Les harengs. Le nom complet du club est Morski Związkowy Klub Sportowy Arka Gdynia qui signifie Club Sportif de l’Union Maritime Arka Gdynia et on comprend déjà un peu pourquoi le surnom fait référence à un poisson. En outre, le club, fondé en 1929, se construisit par fusion de plusieurs associations au fil de son histoire, notamment KS Marynarz (Club des Sports des Marins), Rybacki KS MIR (Pêche Club de Sport MIR) ou encore KS przy Urzędzie Morskim i Administracji Portowej (Club des Sports de la Direction Maritime et Portuaire).

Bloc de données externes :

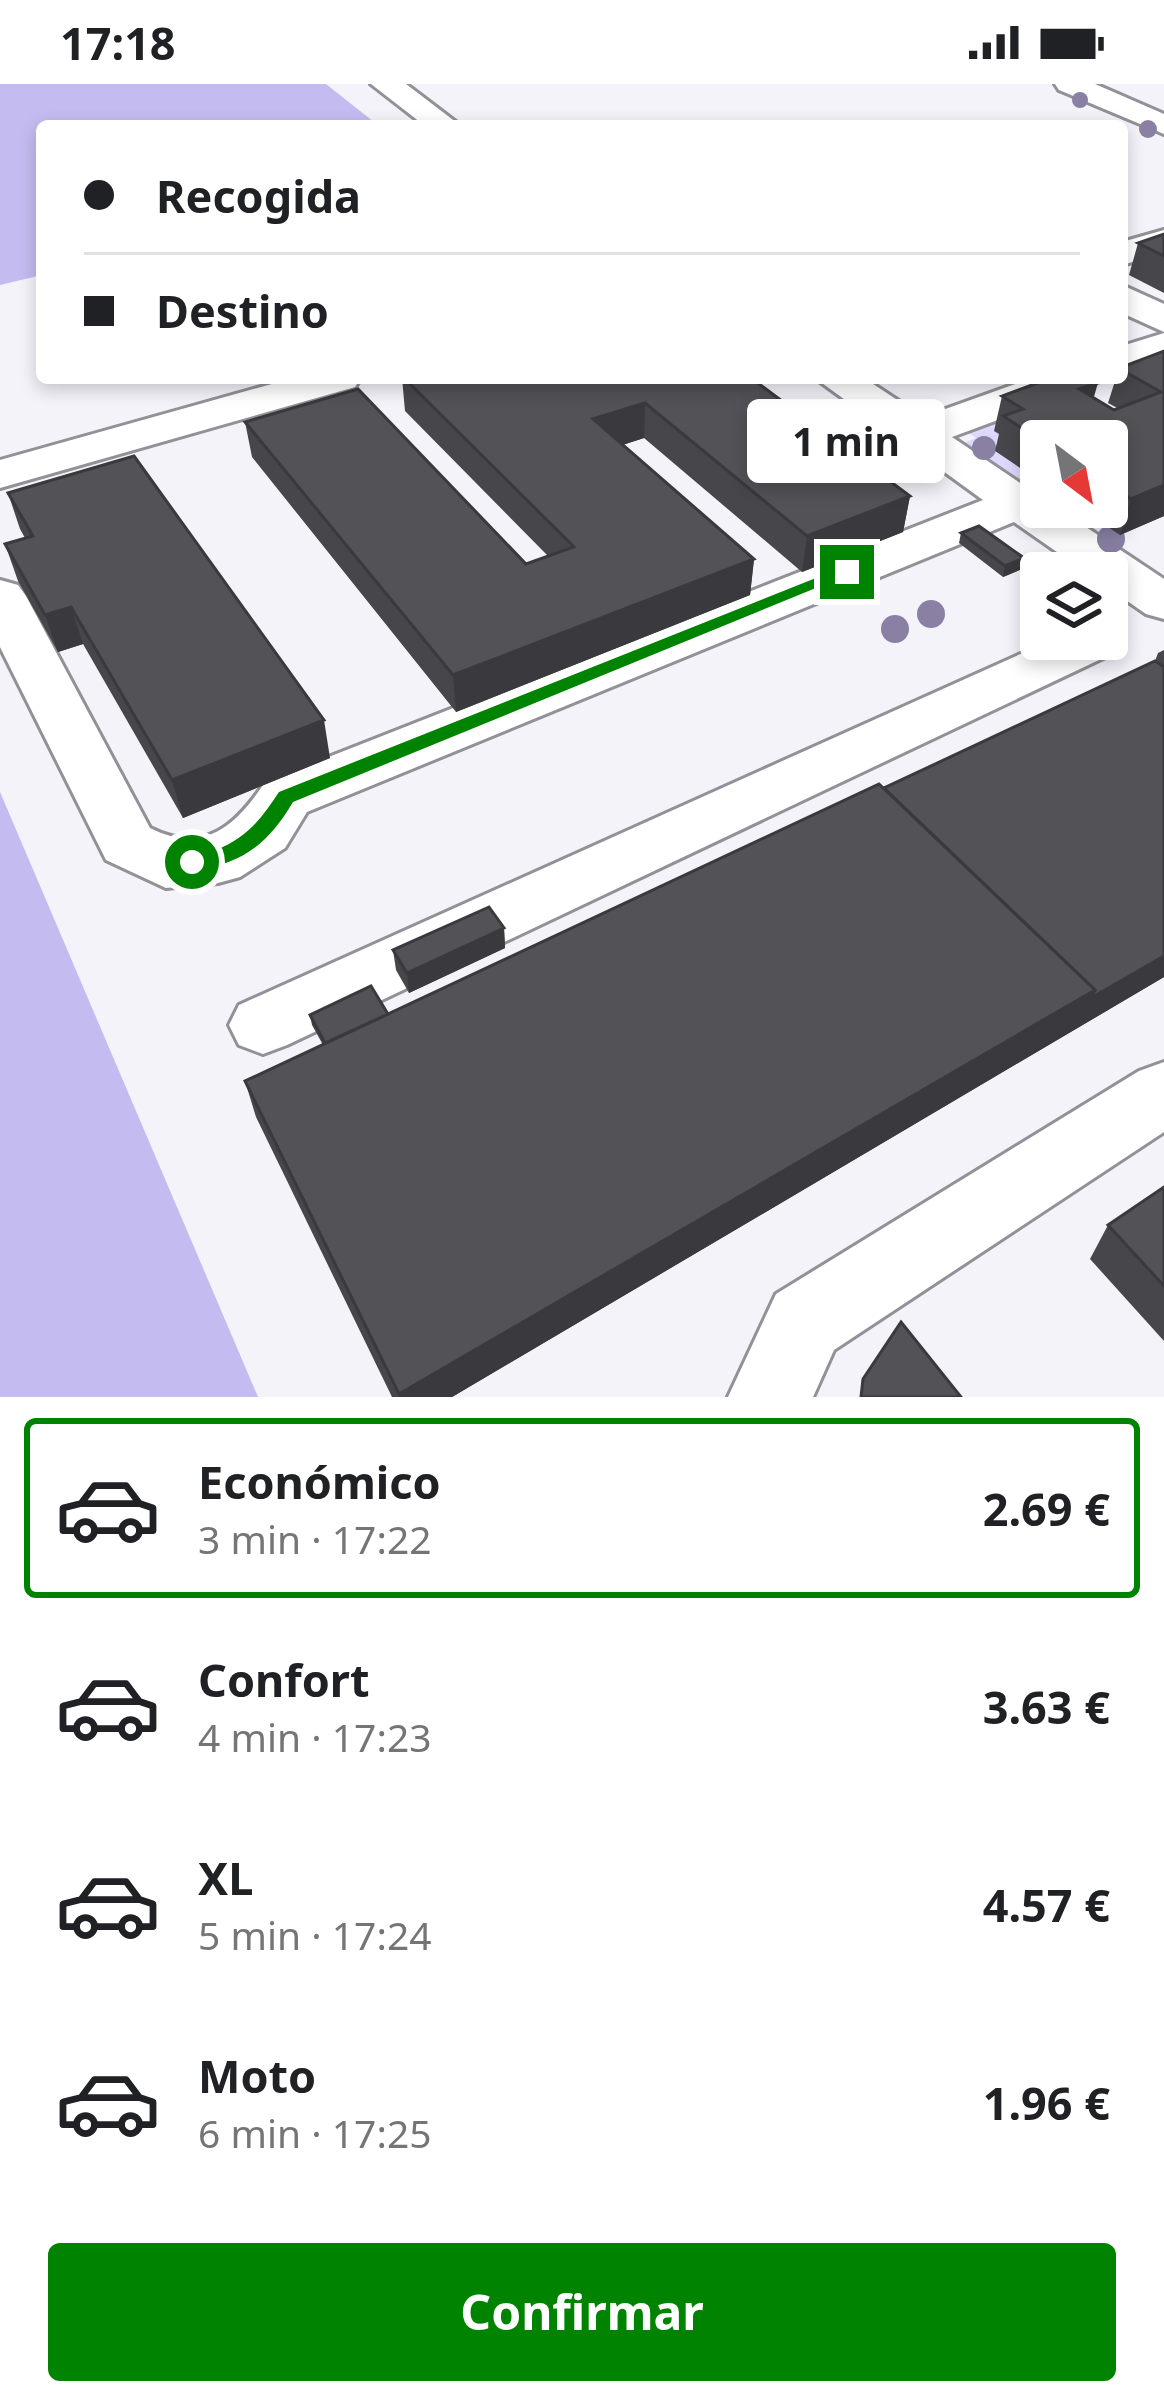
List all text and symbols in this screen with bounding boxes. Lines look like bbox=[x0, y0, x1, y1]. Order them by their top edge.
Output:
text: 17:18 bbox=[60, 12, 176, 73]
text: Recogida bbox=[156, 165, 361, 226]
text: Destino bbox=[156, 280, 329, 341]
callout: 1 min bbox=[748, 398, 946, 482]
text: 1 min bbox=[792, 414, 900, 467]
north arrow bbox=[1020, 420, 1128, 528]
map controls bbox=[1020, 420, 1128, 660]
route end bbox=[820, 545, 874, 599]
button: layers bbox=[1020, 552, 1128, 660]
route start bbox=[165, 835, 219, 889]
text: Económico bbox=[198, 1451, 441, 1512]
icon: car bbox=[54, 1454, 162, 1562]
text: 2.69 € bbox=[983, 1478, 1110, 1539]
text: 3 min · 17:22 bbox=[198, 1512, 432, 1565]
text: Confort bbox=[198, 1649, 369, 1710]
icon: car bbox=[54, 1652, 162, 1760]
text: 3.63 € bbox=[983, 1676, 1110, 1737]
text: 4 min · 17:23 bbox=[198, 1710, 432, 1763]
text: XL bbox=[198, 1847, 253, 1908]
icon: car bbox=[54, 1850, 162, 1958]
text: 4.57 € bbox=[983, 1874, 1110, 1935]
text: 5 min · 17:24 bbox=[198, 1908, 432, 1961]
text: Moto bbox=[198, 2045, 316, 2106]
icon: car bbox=[54, 2048, 162, 2156]
text: 1.96 € bbox=[983, 2072, 1110, 2133]
text: 6 min · 17:25 bbox=[198, 2106, 432, 2159]
button: Confirmar bbox=[48, 2243, 1116, 2381]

L’existence d’autant de clubs de l’univers maritime s’explique par l’ouverture en 1924 d’un port à Gdynia. Situé dans la baie de Gdańsk, le port de Gdynia était devenu le plus grand port de la Mer Baltique et l’un des plus grands ports d’Europe avant la Seconde Guerre Mondiale. Après avoir été bombardé par les alliés (car il était devenu une base de la marine allemande), le port redevint une place maritime importante en Mer Baltique. Les autorités déclarèrent terminer l’année 2020 avec une augmentation de 2,9% de l’activité transbordement, soit 24,6 millions de tonne et une croissance de 1% pour la manutention des conteneurs, soit plus de 900 mille conteneurs EVP.

Mais, avant d’être un port, Gdynia fut dès le XIIIème siècle un village de pécheurs. A cette époque, en Mer Baltique, le hareng était particulièrement gros et facile à pêcher car la zone était son aire de ponte. En outre, salés ou fumés, ils se conservaient aisément. Il fut donc pêché par toutes les villes et villages du Nord de l’Europe et devint même le produit de base des commerçants de La Ligue Hanséatique. Ce passé marin s’affiche sur les armes de la ville où l’on retrouve deux poissons dorés se faisant face.